[Note: This opinion was revised by the court in v.258 of Massachusetts Reports. The text below is that of the revised opinion.]
A negotiable promissory note, by the terms of which the maker promised to pay $40,000 in three years "with interest quarterly at the rate of eighteen (18) per centum per annum during said term, and for such further time as said principal sum or any part thereof shall remain unpaid, all interest unpaid at maturity to be added to and become a part of the principal and bear interest as herein provided for," is not ambiguous, and evidence of an application and negotiations, pending the execution of the note and not in terms incorporated in or made a part of its provisions by reference, is not admissible to explain or vary its meaning.
By the provisions of the note above described, interest was not to be compounded quarterly and was to be compounded only at maturity.
An assignment of an interest under the will of the maker's grandfather, given by the maker to secure the payment of the note above described, provided that the maker should also assign his interest in certain life insurance policies as further security and from time to time should take out and assign further insurance, and he agreed, "Any failure on my part to furnish such additional policies of life insurance shall give the right to the Lenders to charge interest upon all sums owing from me to the Lenders at the date of such default at double the rate of interest which the said indebtedness then bears." Held, that such stipulation should not be held to have been intended as compensation or liquidated damages, or an agreement to pay a larger percentage for a continuance of the loan and extension of time for repayment of advancements, but must be construed, in connection with all the attendant circumstances, as a penalty for the maker's nonperformance, and that a court of equity would not enforce it because it was unconscionable.
BILL IN EQUITY, filed in the Supreme Judicial Court for the County of Suffolk on December 26,1922, seeking to have ascertained the amount due to those defendants who are called "lenders" in the opinion, and the amount which those defendants who were trustees under the will of the plaintiff's grandfather should pay to the plaintiff after the terms of the assignment of the plaintiff's interest therein to the lenders was satisfied. Also a
CROSS BILL IN EQUITY, by the lenders against the plaintiff in the main bill and the trustees under his grandfather's will, seeking to enforce the plaintiff's rights under the note and assignment described in the opinion.

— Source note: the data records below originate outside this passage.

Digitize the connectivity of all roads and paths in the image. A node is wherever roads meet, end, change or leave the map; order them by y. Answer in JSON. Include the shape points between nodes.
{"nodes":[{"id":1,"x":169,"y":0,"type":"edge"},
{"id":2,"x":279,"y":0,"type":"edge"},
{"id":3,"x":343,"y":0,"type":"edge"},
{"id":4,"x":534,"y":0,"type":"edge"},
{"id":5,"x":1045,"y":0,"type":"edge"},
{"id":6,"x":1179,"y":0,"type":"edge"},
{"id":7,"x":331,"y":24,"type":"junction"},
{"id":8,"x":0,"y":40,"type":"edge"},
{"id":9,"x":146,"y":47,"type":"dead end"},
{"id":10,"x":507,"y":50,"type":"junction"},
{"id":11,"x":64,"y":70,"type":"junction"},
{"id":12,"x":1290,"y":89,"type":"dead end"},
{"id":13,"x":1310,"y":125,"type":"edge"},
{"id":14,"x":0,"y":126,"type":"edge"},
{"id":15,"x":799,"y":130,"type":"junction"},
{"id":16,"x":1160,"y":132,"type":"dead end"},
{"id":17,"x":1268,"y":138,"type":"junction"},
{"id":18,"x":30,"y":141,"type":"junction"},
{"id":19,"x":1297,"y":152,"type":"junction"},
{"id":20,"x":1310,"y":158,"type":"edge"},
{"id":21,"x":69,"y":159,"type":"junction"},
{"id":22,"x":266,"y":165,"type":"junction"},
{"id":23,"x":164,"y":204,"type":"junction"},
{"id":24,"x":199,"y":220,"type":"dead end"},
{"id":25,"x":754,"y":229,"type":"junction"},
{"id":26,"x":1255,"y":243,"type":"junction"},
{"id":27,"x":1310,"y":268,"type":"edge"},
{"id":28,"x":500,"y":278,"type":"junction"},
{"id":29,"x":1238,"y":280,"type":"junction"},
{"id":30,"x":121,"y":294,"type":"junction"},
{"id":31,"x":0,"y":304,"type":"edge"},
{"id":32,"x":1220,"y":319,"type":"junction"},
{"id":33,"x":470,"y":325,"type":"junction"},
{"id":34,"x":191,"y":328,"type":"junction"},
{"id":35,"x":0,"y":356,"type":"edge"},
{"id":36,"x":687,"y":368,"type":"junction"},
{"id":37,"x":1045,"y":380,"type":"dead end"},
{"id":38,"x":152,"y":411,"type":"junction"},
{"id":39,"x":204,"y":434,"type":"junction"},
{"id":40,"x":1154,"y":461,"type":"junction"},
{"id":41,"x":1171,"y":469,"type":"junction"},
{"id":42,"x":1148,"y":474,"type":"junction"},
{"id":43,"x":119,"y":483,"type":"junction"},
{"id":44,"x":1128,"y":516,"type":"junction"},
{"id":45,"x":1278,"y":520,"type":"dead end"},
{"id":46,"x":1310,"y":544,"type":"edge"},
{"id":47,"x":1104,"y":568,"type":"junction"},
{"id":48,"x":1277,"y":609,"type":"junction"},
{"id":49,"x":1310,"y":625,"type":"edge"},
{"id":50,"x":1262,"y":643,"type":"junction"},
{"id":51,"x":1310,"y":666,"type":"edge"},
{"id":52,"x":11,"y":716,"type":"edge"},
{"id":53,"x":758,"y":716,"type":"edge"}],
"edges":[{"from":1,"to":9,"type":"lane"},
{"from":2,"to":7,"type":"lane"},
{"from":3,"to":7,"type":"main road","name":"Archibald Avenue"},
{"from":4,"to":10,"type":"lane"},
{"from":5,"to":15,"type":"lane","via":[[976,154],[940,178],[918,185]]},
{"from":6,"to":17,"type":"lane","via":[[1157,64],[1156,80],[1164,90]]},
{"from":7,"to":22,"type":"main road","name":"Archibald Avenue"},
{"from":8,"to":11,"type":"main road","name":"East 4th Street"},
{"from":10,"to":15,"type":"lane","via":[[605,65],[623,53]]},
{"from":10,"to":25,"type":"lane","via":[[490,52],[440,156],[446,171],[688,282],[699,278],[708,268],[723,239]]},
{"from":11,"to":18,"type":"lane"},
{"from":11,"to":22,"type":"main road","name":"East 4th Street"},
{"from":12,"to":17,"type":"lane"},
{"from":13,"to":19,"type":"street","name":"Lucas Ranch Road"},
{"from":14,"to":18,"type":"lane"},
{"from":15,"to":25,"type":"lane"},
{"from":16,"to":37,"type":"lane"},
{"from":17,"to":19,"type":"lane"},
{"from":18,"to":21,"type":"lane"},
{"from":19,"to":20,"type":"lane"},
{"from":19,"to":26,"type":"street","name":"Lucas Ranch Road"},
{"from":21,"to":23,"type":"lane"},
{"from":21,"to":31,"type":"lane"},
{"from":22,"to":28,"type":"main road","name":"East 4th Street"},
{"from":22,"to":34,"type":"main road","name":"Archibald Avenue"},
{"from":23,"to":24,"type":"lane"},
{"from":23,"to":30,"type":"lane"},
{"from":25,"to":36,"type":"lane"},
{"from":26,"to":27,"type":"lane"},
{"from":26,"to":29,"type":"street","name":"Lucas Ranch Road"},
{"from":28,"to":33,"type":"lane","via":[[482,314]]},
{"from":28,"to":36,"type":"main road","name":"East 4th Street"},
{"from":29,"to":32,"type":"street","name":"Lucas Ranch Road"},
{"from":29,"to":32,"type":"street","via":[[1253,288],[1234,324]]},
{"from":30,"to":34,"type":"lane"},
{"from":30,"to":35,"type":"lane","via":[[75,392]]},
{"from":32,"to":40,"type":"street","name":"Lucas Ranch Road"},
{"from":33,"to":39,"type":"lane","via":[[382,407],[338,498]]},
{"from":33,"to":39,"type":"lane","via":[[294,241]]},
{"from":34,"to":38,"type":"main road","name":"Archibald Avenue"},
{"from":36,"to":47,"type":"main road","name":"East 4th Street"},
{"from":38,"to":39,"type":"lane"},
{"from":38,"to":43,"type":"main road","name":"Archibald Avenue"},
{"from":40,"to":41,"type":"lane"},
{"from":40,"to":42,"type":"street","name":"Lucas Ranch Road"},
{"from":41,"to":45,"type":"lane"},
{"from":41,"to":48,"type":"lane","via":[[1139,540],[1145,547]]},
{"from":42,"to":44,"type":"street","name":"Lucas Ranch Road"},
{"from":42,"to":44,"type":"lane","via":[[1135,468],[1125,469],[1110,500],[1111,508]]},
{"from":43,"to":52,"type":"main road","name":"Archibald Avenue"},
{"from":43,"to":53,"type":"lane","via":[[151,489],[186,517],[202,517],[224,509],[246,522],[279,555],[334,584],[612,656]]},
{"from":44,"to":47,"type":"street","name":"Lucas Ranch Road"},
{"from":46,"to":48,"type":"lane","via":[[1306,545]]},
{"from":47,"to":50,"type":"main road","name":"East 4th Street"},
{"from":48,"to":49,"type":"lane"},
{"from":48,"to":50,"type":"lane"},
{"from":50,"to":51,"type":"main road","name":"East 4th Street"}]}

The suits were heard together by Carroll, J. The "application" for the loan to the plaintiff, referred to in the opinion, recited that "interest [was] to be compounded quarterly if not paid when due." The application was not in terms made a part of the note afterwards given. Other material facts found by the single justice are described in the opinion.
Upon all the pleadings and evidence adduced at the hearing, the single justice ruled that the phrase in the note, "all interest unpaid at maturity to be added to and become a part of the principal and bear interest as herein provided for," meant that all interest due at maturity of the note was to be added to it and was to bear interest from that time, and that it was not to be compounded quarterly; and that interest was to be compounded at the maturity of the note and thereafter interest was to run at the rate of eighteen per cent per annum. A decree in accordance with such rulings was ordered, and at the request and with the consent of all parties the suit was reported to the full court for determination.

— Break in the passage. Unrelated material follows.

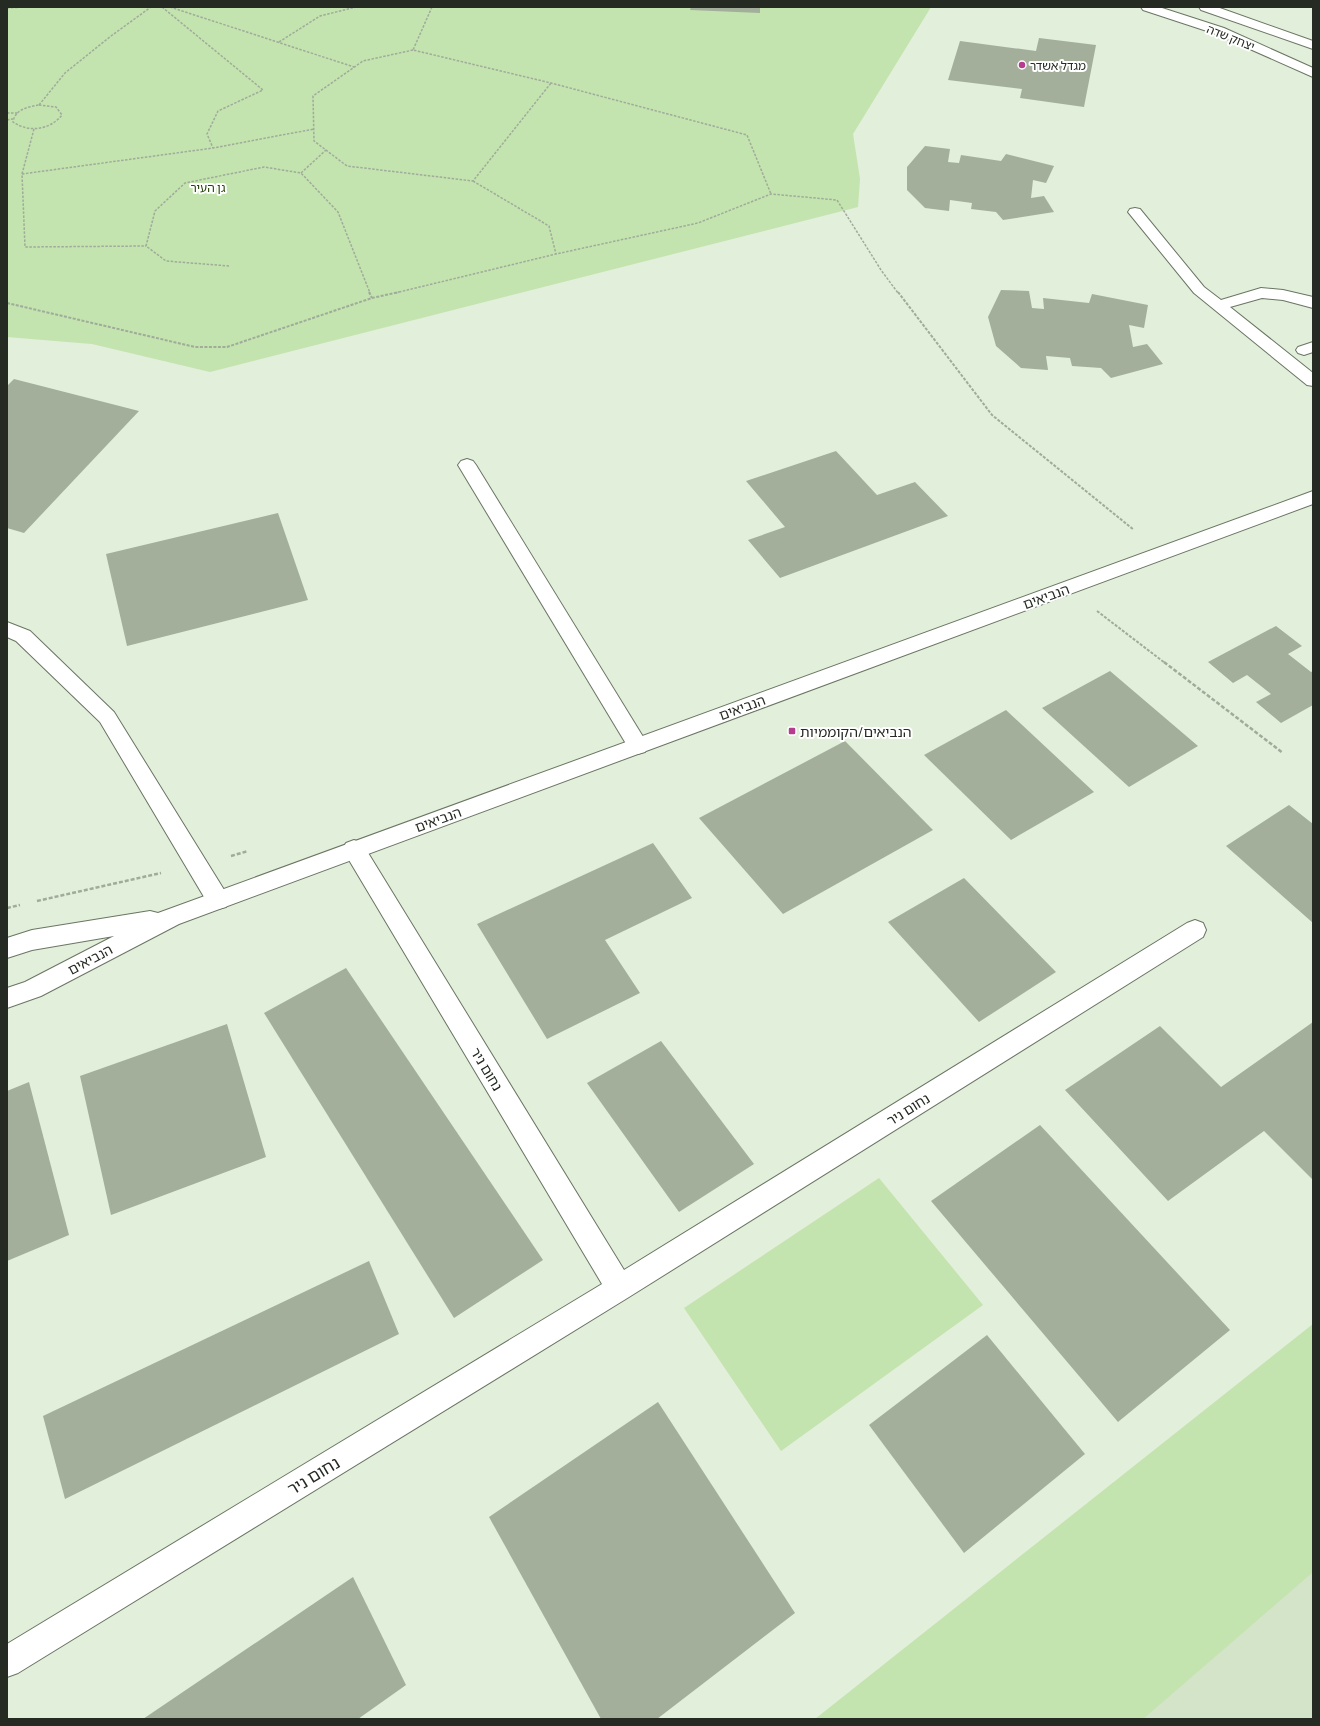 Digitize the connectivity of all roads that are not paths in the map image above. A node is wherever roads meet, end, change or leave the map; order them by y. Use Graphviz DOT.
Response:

The cases were submitted on briefs.
E. I. Smith, H. F. Reed & A. E. Seagrave, for Julian D. de Cordova.
A. K. Cohen & M. E. Bernkopf, for Frederic A. Bissell and Elson M. Blunt.
J. E. Crowley & J. E. O'Connell, for Mary J. Card.
A. B. White & C. A. Barnes, for Helen L. Trayes.
W. R. Buckminster, for the trustees under the will of Thomas Dana.
BRALEY, J. The beneficiaries for life under the will of Thomas Dana having died and his grandson, the plaintiff Julian Dana de Cordova, having survived and attained the age of twenty-one years, the defendants Weeks and Wellington, the trustees, were required by its provisions to "pay over and distribute" to him the "remainder of the principal estate" which amounts "to upwards of $500,000."
But de Cordova having assigned his interest in the fund as collateral security for certain claims due or which might become due from him to the defendants Bissell, Blunt and Butler, hereafter designated as the lenders, the original bill is brought for an accounting to determine the indebtedness, and when it has been ascertained and deducted; that the remainder may be paid over to him, the note surrendered and the assignment discharged.
The material facts are not in dispute. The plaintiff, by profession a lawyer but not then engaged in practice, borrowed of the lenders $40,000 for which he gave his promissory note of the following tenor:
"$40,000.00 Boston, September 10, 1913.
For value received, I, Julian Dana de Cordova, Promise to pay to Bissell & Blunt and Howard F. Butler or order, the sum of forty thousand dollars ($40,000) in three (3) years from this date, with interest quarterly at the rate of eighteen (18) per centum per annum during said term, and for such further time as said principal sum, or any part thereof, shall remain unpaid, all interest unpaid at maturity to be added to and become a part of the principal and bear interest as herein provided for." The bill was filed December 26, 1922, and on February 5, 1923, by agreement of parties the trustees paid to the lenders $170,000 on account, which is the first and only payment made on the note. But it is contended by them that notwithstanding this payment there is still due an approximate balance of more than $500,000 which the plaintiff obligated himself to pay by the terms of the note; and of the assignment to which we shall later refer.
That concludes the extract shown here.